Would you print each of the entries below precisely as given?

-.-.-

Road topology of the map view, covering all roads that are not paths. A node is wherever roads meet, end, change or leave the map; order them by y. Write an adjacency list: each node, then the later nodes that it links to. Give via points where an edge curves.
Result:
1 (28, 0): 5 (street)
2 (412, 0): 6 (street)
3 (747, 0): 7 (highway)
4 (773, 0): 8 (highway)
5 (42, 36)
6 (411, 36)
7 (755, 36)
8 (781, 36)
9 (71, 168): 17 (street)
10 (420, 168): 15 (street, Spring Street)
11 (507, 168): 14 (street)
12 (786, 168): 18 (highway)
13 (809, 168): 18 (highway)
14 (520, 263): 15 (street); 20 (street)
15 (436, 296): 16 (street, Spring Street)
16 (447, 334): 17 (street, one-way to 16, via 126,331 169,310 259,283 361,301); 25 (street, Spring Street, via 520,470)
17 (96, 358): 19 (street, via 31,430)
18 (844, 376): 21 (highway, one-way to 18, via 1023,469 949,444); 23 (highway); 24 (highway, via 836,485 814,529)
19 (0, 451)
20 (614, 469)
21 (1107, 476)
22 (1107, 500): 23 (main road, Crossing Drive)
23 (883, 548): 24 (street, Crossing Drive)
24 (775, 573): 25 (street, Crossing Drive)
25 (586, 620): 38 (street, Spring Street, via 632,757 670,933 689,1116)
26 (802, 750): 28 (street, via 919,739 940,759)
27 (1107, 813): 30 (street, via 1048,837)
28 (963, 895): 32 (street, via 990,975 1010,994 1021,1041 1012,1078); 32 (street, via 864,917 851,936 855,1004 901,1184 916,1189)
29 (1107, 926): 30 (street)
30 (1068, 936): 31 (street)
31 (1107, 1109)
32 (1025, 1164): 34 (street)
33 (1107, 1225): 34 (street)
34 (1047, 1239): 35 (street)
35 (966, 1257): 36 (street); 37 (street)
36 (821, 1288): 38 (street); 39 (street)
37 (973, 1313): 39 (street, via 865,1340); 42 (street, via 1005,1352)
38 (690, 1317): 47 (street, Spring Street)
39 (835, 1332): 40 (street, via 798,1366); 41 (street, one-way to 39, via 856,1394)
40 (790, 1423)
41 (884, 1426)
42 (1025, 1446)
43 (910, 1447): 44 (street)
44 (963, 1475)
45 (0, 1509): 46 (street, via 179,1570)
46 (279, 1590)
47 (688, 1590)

-.-.-

§ Answer section:
Road topology of the map view, covering all roads that are not paths. A node is wherever roads meet, end, change or leave the map; order them by y. Write an adjacency list: each node, then the later nodes that it links to. Give via points where an edge curves.
Result:
1 (28, 0): 5 (street)
2 (412, 0): 6 (street)
3 (747, 0): 7 (highway)
4 (773, 0): 8 (highway)
5 (42, 36)
6 (411, 36)
7 (755, 36)
8 (781, 36)
9 (71, 168): 17 (street)
10 (420, 168): 15 (street, Spring Street)
11 (507, 168): 14 (street)
12 (786, 168): 18 (highway)
13 (809, 168): 18 (highway)
14 (520, 263): 15 (street); 20 (street)
15 (436, 296): 16 (street, Spring Street)
16 (447, 334): 17 (street, one-way to 16, via 126,331 169,310 259,283 361,301); 25 (street, Spring Street, via 520,470)
17 (96, 358): 19 (street, via 31,430)
18 (844, 376): 21 (highway, one-way to 18, via 1023,469 949,444); 23 (highway); 24 (highway, via 836,485 814,529)
19 (0, 451)
20 (614, 469)
21 (1107, 476)
22 (1107, 500): 23 (main road, Crossing Drive)
23 (883, 548): 24 (street, Crossing Drive)
24 (775, 573): 25 (street, Crossing Drive)
25 (586, 620): 38 (street, Spring Street, via 632,757 670,933 689,1116)
26 (802, 750): 28 (street, via 919,739 940,759)
27 (1107, 813): 30 (street, via 1048,837)
28 (963, 895): 32 (street, via 990,975 1010,994 1021,1041 1012,1078); 32 (street, via 864,917 851,936 855,1004 901,1184 916,1189)
29 (1107, 926): 30 (street)
30 (1068, 936): 31 (street)
31 (1107, 1109)
32 (1025, 1164): 34 (street)
33 (1107, 1225): 34 (street)
34 (1047, 1239): 35 (street)
35 (966, 1257): 36 (street); 37 (street)
36 (821, 1288): 38 (street); 39 (street)
37 (973, 1313): 39 (street, via 865,1340); 42 (street, via 1005,1352)
38 (690, 1317): 47 (street, Spring Street)
39 (835, 1332): 40 (street, via 798,1366); 41 (street, one-way to 39, via 856,1394)
40 (790, 1423)
41 (884, 1426)
42 (1025, 1446)
43 (910, 1447): 44 (street)
44 (963, 1475)
45 (0, 1509): 46 (street, via 179,1570)
46 (279, 1590)
47 (688, 1590)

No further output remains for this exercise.